• [Instructions to follow]:
Output the data below line for line, exactly, up to and including the line where "position:absolute; inset:0; border:12px" appears.
· · · ·
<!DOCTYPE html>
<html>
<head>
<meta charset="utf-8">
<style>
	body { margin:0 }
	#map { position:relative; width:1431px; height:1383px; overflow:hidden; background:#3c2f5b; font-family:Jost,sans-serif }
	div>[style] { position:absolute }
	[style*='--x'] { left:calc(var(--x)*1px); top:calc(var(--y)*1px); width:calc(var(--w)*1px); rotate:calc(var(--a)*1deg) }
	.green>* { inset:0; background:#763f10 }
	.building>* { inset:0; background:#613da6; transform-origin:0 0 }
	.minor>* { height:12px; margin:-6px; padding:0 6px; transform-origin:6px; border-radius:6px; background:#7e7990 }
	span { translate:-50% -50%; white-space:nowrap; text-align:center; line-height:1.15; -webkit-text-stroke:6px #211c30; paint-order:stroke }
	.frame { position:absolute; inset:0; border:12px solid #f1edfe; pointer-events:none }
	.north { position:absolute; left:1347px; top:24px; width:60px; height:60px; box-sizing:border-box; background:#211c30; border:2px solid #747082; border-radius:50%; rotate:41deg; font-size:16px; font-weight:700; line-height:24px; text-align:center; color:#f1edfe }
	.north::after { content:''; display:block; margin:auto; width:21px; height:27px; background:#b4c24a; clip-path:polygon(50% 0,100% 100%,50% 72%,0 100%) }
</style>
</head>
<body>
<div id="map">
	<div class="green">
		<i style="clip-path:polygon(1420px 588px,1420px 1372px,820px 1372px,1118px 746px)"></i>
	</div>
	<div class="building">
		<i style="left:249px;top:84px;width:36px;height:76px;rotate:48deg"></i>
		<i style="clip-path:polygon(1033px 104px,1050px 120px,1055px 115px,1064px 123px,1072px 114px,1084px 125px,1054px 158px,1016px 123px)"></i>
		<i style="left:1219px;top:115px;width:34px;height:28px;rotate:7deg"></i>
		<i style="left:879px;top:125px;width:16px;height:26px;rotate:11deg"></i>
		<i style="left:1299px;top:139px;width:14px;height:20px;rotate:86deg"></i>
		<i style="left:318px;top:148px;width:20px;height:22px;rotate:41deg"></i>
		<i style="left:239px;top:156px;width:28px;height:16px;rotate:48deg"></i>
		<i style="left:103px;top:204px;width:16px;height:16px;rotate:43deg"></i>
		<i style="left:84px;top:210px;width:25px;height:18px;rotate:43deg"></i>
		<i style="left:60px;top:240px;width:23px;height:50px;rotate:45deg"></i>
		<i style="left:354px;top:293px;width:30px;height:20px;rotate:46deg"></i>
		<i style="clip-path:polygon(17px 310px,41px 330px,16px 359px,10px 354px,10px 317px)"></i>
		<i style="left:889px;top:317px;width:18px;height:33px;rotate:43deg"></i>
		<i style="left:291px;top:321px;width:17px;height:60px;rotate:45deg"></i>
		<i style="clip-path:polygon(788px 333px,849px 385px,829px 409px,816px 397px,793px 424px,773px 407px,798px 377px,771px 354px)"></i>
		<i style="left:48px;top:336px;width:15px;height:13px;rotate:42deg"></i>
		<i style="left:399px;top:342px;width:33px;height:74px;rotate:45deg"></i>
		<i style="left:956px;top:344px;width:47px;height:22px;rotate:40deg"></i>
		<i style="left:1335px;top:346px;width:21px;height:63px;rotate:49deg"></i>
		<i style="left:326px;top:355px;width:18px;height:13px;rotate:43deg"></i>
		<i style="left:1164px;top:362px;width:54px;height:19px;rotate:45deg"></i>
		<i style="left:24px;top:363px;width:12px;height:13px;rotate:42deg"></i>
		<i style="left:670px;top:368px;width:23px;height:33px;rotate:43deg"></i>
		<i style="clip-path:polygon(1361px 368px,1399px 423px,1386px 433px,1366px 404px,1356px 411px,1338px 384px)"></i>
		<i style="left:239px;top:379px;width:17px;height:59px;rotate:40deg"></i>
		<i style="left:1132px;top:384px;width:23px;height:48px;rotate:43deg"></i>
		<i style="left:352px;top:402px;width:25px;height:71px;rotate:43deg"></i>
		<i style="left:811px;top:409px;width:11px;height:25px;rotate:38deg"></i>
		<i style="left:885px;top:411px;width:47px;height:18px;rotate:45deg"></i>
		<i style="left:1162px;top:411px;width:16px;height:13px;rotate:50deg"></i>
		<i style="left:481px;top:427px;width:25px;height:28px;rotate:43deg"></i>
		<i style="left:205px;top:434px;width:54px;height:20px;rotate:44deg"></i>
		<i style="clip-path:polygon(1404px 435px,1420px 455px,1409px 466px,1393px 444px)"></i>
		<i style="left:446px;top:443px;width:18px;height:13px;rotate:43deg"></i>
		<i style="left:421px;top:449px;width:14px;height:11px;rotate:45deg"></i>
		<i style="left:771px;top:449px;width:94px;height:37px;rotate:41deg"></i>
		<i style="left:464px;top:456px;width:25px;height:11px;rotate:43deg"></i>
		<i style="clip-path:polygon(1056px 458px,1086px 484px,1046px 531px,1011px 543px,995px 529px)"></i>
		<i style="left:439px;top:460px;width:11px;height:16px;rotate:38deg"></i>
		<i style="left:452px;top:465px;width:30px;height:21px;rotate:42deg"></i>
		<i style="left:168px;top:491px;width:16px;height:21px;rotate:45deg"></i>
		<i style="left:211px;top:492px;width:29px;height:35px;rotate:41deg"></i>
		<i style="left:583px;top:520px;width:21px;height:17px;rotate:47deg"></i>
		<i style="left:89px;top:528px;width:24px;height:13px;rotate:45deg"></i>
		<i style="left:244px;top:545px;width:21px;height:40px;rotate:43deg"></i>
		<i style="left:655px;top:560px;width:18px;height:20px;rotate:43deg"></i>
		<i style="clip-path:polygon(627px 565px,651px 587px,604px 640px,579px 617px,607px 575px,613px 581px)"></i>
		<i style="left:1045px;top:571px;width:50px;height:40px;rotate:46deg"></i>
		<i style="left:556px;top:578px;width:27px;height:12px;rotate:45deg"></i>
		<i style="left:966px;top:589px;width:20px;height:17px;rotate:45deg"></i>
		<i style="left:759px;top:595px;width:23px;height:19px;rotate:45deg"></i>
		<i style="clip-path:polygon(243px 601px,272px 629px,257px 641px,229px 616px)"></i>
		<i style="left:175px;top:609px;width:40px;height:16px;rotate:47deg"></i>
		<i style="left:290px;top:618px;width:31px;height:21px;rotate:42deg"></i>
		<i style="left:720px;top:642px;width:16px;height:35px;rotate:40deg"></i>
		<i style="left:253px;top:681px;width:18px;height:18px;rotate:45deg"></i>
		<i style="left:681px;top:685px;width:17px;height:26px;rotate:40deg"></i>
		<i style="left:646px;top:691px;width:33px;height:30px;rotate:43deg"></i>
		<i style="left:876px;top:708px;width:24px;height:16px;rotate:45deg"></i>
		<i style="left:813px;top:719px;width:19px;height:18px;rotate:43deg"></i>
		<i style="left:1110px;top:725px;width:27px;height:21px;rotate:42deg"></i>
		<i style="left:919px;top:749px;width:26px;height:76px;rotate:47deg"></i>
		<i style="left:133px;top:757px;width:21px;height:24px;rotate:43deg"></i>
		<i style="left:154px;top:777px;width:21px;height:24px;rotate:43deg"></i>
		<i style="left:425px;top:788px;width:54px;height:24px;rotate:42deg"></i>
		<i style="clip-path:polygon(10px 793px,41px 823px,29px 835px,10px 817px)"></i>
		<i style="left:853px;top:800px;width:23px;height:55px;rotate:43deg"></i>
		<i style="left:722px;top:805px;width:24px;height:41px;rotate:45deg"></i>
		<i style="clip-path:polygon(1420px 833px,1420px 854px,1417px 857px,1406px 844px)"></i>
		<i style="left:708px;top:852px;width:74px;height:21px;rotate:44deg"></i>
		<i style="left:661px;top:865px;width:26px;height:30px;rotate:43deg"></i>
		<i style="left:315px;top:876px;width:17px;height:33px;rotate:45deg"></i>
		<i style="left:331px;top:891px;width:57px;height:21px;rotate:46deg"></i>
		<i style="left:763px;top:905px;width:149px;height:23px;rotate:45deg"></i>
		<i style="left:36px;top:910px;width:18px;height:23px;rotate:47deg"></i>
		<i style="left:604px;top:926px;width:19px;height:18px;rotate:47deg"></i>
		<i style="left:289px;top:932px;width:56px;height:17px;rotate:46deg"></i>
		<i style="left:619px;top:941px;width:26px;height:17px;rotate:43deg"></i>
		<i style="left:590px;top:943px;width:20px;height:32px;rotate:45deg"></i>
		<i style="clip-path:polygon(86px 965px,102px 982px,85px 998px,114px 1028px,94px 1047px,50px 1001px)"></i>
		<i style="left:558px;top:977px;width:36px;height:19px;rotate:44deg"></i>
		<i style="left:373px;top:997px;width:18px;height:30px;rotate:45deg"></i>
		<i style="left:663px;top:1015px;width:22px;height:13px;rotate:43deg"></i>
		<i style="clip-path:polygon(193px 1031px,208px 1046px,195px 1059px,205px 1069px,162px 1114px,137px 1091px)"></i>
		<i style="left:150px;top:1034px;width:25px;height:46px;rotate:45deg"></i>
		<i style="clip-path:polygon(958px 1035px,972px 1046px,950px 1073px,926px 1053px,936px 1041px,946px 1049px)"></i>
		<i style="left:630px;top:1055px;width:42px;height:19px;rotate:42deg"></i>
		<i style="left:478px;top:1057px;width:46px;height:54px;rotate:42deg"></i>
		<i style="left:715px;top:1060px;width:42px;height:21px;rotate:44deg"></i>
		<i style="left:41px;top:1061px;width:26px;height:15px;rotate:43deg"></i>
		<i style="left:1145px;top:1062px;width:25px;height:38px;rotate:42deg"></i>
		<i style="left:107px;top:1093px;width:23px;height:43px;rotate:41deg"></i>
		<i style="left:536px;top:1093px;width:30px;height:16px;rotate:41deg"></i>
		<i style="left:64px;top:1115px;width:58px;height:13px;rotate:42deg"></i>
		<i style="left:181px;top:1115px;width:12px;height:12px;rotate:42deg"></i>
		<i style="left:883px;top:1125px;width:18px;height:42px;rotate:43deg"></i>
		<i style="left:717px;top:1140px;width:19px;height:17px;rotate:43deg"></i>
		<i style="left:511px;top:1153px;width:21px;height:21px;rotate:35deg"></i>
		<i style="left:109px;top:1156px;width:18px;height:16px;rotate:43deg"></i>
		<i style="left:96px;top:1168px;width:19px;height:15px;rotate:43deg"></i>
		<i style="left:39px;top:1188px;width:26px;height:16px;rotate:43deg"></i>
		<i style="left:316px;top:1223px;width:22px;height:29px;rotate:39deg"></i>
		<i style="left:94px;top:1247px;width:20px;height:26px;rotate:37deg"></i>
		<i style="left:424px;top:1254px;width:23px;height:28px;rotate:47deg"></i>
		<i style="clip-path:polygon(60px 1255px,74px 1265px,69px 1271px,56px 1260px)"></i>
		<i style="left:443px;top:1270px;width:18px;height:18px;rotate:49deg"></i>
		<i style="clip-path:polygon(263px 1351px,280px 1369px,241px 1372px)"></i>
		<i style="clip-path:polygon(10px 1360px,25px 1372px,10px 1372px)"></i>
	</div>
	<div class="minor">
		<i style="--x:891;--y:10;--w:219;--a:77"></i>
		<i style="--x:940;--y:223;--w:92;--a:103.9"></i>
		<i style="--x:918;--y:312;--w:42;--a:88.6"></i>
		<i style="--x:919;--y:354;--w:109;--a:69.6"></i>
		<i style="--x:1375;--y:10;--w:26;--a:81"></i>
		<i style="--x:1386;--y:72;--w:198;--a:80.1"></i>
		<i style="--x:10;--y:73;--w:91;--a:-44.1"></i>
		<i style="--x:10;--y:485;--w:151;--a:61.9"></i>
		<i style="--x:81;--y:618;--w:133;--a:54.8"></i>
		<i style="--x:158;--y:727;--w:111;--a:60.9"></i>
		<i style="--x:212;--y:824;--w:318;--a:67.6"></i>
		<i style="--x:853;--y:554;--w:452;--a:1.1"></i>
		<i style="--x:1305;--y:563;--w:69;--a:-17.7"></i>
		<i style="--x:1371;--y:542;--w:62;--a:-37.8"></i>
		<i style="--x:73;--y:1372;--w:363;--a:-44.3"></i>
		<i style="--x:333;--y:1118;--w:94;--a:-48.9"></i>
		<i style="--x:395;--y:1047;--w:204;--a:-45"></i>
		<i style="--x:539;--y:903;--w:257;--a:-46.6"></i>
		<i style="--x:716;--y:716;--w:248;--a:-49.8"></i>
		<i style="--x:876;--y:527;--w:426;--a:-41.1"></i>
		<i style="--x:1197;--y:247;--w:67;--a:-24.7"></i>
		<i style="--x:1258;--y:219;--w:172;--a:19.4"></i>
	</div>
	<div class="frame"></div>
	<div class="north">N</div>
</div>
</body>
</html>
· · · ·
• [Solution below]:
<!DOCTYPE html>
<html>
<head>
<meta charset="utf-8">
<style>
	body { margin:0 }
	#map { position:relative; width:1431px; height:1383px; overflow:hidden; background:#3c2f5b; font-family:Jost,sans-serif }
	div>[style] { position:absolute }
	[style*='--x'] { left:calc(var(--x)*1px); top:calc(var(--y)*1px); width:calc(var(--w)*1px); rotate:calc(var(--a)*1deg) }
	.green>* { inset:0; background:#763f10 }
	.building>* { inset:0; background:#613da6; transform-origin:0 0 }
	.minor>* { height:12px; margin:-6px; padding:0 6px; transform-origin:6px; border-radius:6px; background:#7e7990 }
	span { translate:-50% -50%; white-space:nowrap; text-align:center; line-height:1.15; -webkit-text-stroke:6px #211c30; paint-order:stroke }
	.frame { position:absolute; inset:0; border:12px solid #f1edfe; pointer-events:none }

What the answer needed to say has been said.